Perdoné una infidelidad, pero la confianza no volvió — Barranca: el detalle que nadie más conocía
Me cuesta aceptar que una situación tan cotidiana haya terminado cambiando tantas cosas en mi vida. Tengo 44 años, vivo en Barranca y hace 3 meses descubrí que mi pareja me había sido infiel con una persona de otra ciudad. Decidí quedarme porque aún existía cariño y porque ambos dijimos querer reparar la relación.
Al comienzo hubo transparencia, conversaciones largas y cambios concretos.
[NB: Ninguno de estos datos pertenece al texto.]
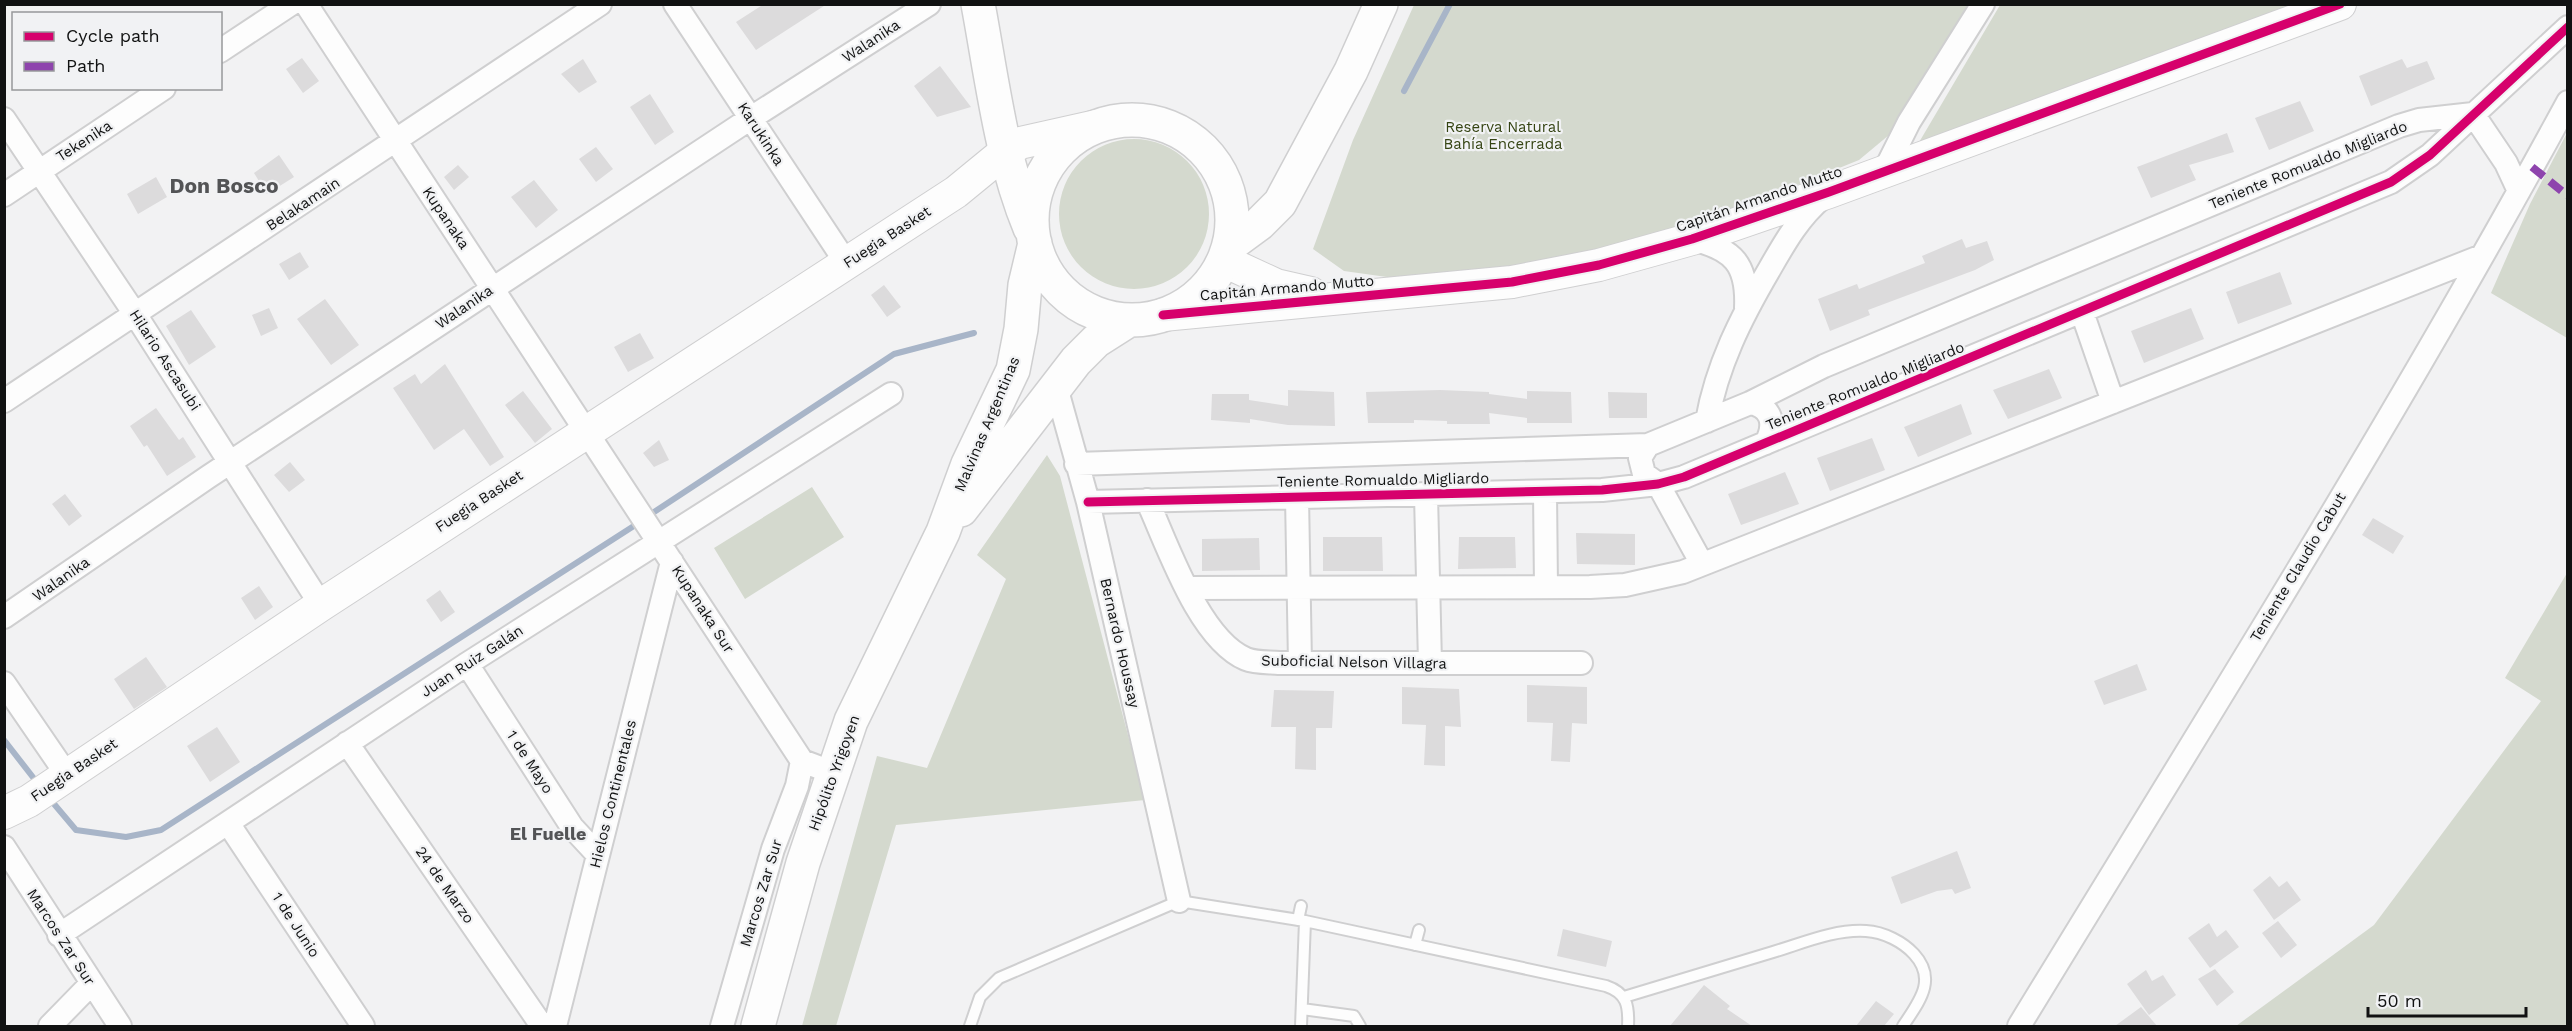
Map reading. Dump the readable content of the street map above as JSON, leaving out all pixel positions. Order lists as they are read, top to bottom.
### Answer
{
  "streets": {
    "main road": ["Malvinas Argentinas", "Hipólito Yrigoyen"],
    "street": [
      "Walanika",
      "Karukinka",
      "Tekenika",
      "Teniente Romualdo Migliardo",
      "Capitán Armando Mutto",
      "Belakamain",
      "Kupanaka",
      "Fuegia Basket",
      "Hilario Ascasubi",
      "Teniente Claudio Cabut",
      "Kupanaka Sur",
      "Bernardo Houssay",
      "Juan Ruiz Galán",
      "Suboficial Nelson Villagra",
      "1 de Mayo",
      "Hielos Continentales",
      "24 de Marzo",
      "Marcos Zar Sur",
      "1 de Junio"
    ]
  },
  "crossings": [
    ["Walanika", "Karukinka"],
    ["Walanika", "Kupanaka"],
    ["Walanika", "Hilario Ascasubi"],
    ["Karukinka", "Fuegia Basket"],
    ["Tekenika", "Hilario Ascasubi"],
    ["Teniente Romualdo Migliardo", "Bernardo Houssay"],
    ["Teniente Romualdo Migliardo", "Suboficial Nelson Villagra"],
    ["Capitán Armando Mutto", "Fuegia Basket"],
    ["Capitán Armando Mutto", "Malvinas Argentinas"],
    ["Belakamain", "Kupanaka"],
    ["Belakamain", "Hilario Ascasubi"],
    ["Kupanaka", "Fuegia Basket"],
    ["Kupanaka", "Kupanaka Sur"],
    ["Fuegia Basket", "Hilario Ascasubi"],
    ["Fuegia Basket", "Malvinas Argentinas"],
    ["Fuegia Basket", "Kupanaka Sur"],
    ["Malvinas Argentinas", "Hipólito Yrigoyen"],
    ["Kupanaka Sur", "Juan Ruiz Galán"],
    ["Kupanaka Sur", "Hipólito Yrigoyen"],
    ["Kupanaka Sur", "Hielos Continentales"],
    ["Kupanaka Sur", "Marcos Zar Sur"],
    ["Juan Ruiz Galán", "1 de Mayo"],
    ["Juan Ruiz Galán", "24 de Marzo"],
    ["Juan Ruiz Galán", "Marcos Zar Sur"],
    ["Juan Ruiz Galán", "1 de Junio"],
    ["1 de Mayo", "Hielos Continentales"],
    ["Hipólito Yrigoyen", "Marcos Zar Sur"]
  ],
  "districts": ["Don Bosco", "El Fuelle"],
  "parks": ["Reserva Natural Bahía Encerrada"],
  "legend": ["Cycle path", "Path"],
  "scale_bar": "50 m"
}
Fuimos capaces de hablar de cosas que habíamos evitado durante años. Sin embargo, con el tiempo mi miedo regresó por detalles pequeños, como un perfume distinto en una prenda que no había usado conmigo.
Mi pareja dice que entiende mis dudas, pero también siente que jamás podrá terminar de pagar por lo ocurrido.
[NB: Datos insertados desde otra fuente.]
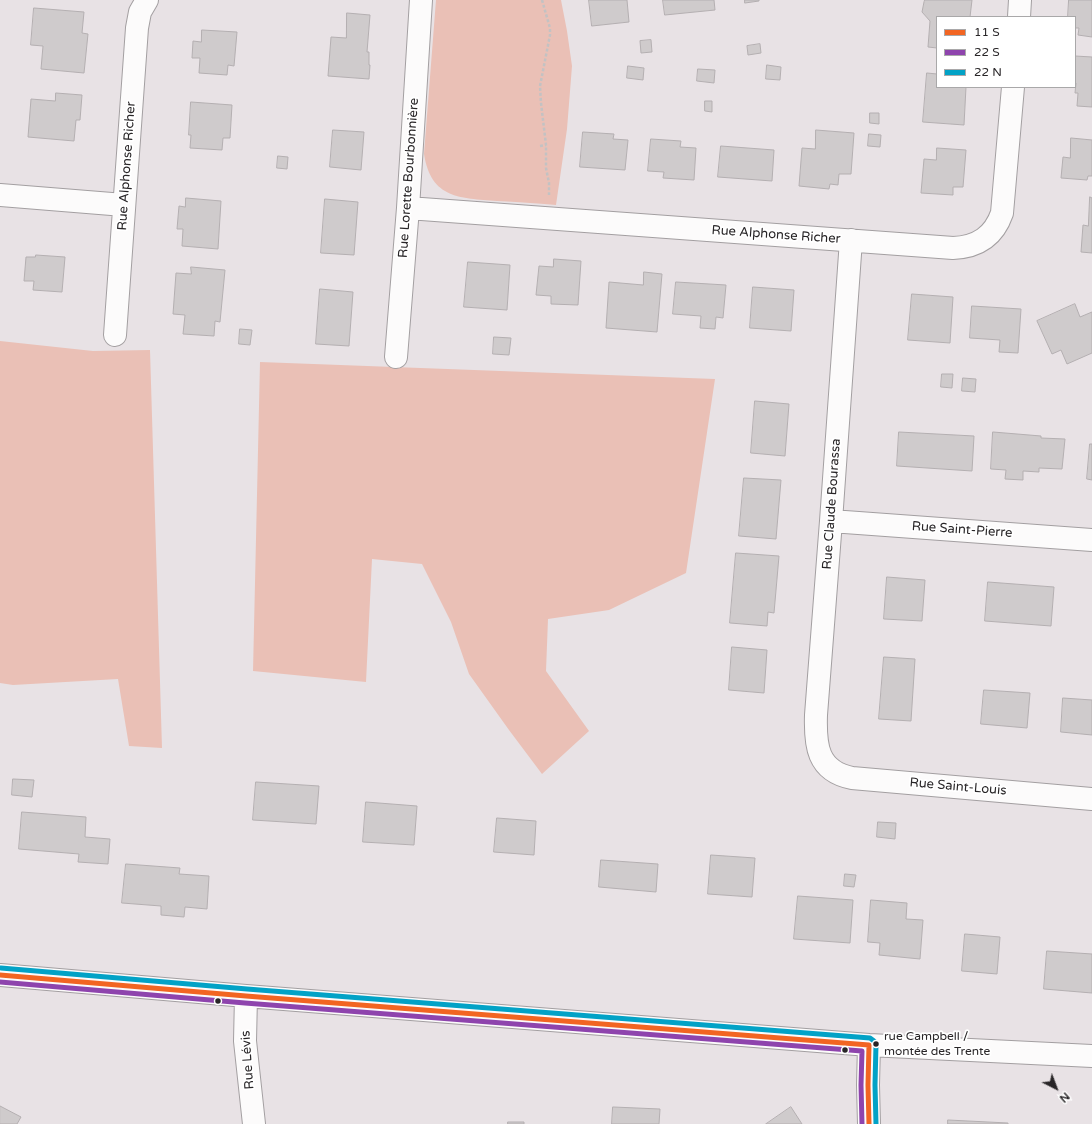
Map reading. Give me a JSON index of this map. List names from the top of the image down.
{
  "streets": {
    "street": [
      "Rue Alphonse Richer",
      "Rue Lorette Bourbonnière",
      "Rue Claude Bourassa",
      "Rue Saint-Pierre",
      "Rue Saint-Louis",
      "Rue Lévis"
    ]
  },
  "crossings": [
    ["Rue Alphonse Richer", "Rue Lorette Bourbonnière"],
    ["Rue Alphonse Richer", "Rue Claude Bourassa"],
    ["Rue Claude Bourassa", "Rue Saint-Pierre"],
    ["Rue Claude Bourassa", "Rue Saint-Louis"]
  ],
  "places": ["rue Campbell / montée des Trente"],
  "legend": ["11 S", "22 S", "22 N"],
  "north": "bottom right"
}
La relación tiene momentos buenos y no quiero reducirla únicamente a la traición. Aun así, la confianza ya no aparece de manera natural: tengo que decidirla todos los días, y eso cansa a los dos.
Desde entonces reviso mentalmente cada conversación anterior y descubro señales que en su momento parecían normales. También intento seguir con mi rutina, pero la situación aparece en momentos inesperados y cambia mi manera de interpretar cualquier silencio.
Asumir responsabilidad significa mirar lo ocurrido sin convertir una mala etapa en una justificación. Me pregunto si estoy sanando lentamente o si solo aprendí a vivir incómodo para no enfrentar una separación. ¿Es posible perdonar sin olvidar o estoy exigiéndome algo que todavía no puedo dar?